Le tir par arme à feu est en effet encadré par un ensemble de textes juridiques trop souvent mal connus et galvaudés.

Avant d’envisager une éventuelle réforme, il convient en conséquence d’en rappeler les règles et leurs applications concrètes par les juridictions.

1. Le rejet de l’utilisation d’une arme létale aux fins d’interpellation.

L’utilisation d’une arme et les blessures occasionnées par celle-ci caractérisent des infractions, y compris pour les forces de l’ordre. Celles-ci se différencient en fonction des blessures provoquées entre les violences volontaires aggravées par l’usage d’une arme, les violences volontaires ayant entraîné la mort sans intention de la donner et l’homicide volontaire.

Ces infractions sont établies par des lois. Aussi, en vertu des règles relatives à la hiérarchie des normes, seule une loi ou un texte supérieur peut permettre de se soustraire à une infraction pénale caractérisée.

Ce principe est repris par l’article 122-4 du Code pénal :
« N’est pas pénalement responsable la personne qui accomplit un acte prescrit ou autorisé par des dispositions législatives […]. »

Cet article évoque également les règlements dans le cas des contraventions.

Or, contrairement à ce qui a pu être soutenu, les forces de l’ordre ne bénéficient pas d’un texte général justifiant la contrainte ou la violence dite légitime.

Ils doivent, pour ne pas encourir de sanction pénale, entrer dans une des catégories d’irresponsabilité pénale légalement établies et délimitées.

Ainsi, les policiers et les gendarmes utilisent leur arme à feu dans deux cadres juridiques principaux : l’interpellation et leur défense, ou celle d’autrui.

Dans le premier cas, c’est l’article 73 du Code de procédure pénale qui autorise l’interpellation dans les situations d’infractions flagrantes.

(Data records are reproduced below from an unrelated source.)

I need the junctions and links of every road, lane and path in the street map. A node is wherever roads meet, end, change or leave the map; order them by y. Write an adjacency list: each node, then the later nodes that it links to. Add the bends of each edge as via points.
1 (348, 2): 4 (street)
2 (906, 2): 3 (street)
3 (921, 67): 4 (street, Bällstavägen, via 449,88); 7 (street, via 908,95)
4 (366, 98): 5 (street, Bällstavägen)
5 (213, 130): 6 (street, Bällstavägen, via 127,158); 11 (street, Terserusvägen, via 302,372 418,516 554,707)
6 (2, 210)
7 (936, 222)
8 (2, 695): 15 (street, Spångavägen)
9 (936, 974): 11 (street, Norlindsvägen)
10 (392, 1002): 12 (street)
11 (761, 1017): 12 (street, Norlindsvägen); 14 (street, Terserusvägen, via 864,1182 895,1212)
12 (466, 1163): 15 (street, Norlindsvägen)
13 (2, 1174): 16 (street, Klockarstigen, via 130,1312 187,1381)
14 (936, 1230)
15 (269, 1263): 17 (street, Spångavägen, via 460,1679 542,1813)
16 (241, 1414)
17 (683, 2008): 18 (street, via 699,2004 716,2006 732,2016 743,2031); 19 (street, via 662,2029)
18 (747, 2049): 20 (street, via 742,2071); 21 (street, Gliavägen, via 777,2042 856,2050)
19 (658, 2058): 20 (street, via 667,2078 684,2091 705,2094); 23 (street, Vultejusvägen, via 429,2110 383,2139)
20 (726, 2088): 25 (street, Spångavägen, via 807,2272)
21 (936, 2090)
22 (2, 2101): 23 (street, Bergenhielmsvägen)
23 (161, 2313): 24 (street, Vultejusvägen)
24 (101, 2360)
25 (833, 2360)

Cet article n’est pas spécifique aux forces de l’ordre, toute personne est en effet autorisée à un interpeller un individu venant de commettre une infraction.

Cependant, il est exigé que l’usage de la force soit nécessaire et proportionné.

Il a ainsi été jugé que l’usage d’une arme à feu sur une personne en fuite est disproportionné et engage donc la responsabilité pénale des forces de l’ordre (Cass. Crim. 18 février 2003, Pourvoi N° 02-80095).

En conséquence, les policiers et les gendarmes ne peuvent faire feu sur un individu en fuite, ni sur un malfaiteur n’étant pas agressif à leur égard ou à l’égard d’autrui.

L’interpellation, en tant que telle, ne peut donc pas justifier l’utilisation d’une arme à feu sur personne.

2. La légitime défense, cause d’irresponsabilité pénale délimitée.

Le second cas d’utilisation de la contrainte par les forces de l’ordre concerne la légitime défense.

Prévue par l’article 122-5 du Code pénal, il est rappelé que :
« N’est pas pénalement responsable la personne qui, devant une atteinte injustifiée envers elle-même ou autrui, accomplit, dans le même temps, un acte commandé par la nécessité de la légitime défense d’elle-même ou d’autrui, sauf s’il y a disproportion entre les moyens de défense employés et la gravité de l’atteinte. »

C’est dans ce cadre juridique, qui ne leur est pas spécifique, que les policiers peuvent utiliser leur arme.

Cette utilisation doit avoir comme objectif leur défense ou celle d’autrui.

De même, elle n’est pas sans limite. L’utilisation d’une arme doit également être nécessaire et proportionnée.

La nécessité limite l’usage en tant que tel. Etait-il nécessaire de faire feu ou non ? L’usage d’un autre moyen était-il possible ?

La proportionnalité concerne les modalités de l’usage d’une arme. Quelle partie du corps a-t-elle été visée ? Combien de coups ont été tirés ?

Ces critères sont appréciés au cas par cas par les juridictions au vu des éléments d’enquête.

Il convient donc de se préserver de tout jugement hâtif pris sur la base d’informations parcellaires voir inexactes. Il ne doit pas être oublié que de tels dossiers peuvent contenir plusieurs centaines de cotes relatives aux actes d’enquête et l’éventuelle irresponsabilité doit être jugée au vu de l’ensemble de ces éléments.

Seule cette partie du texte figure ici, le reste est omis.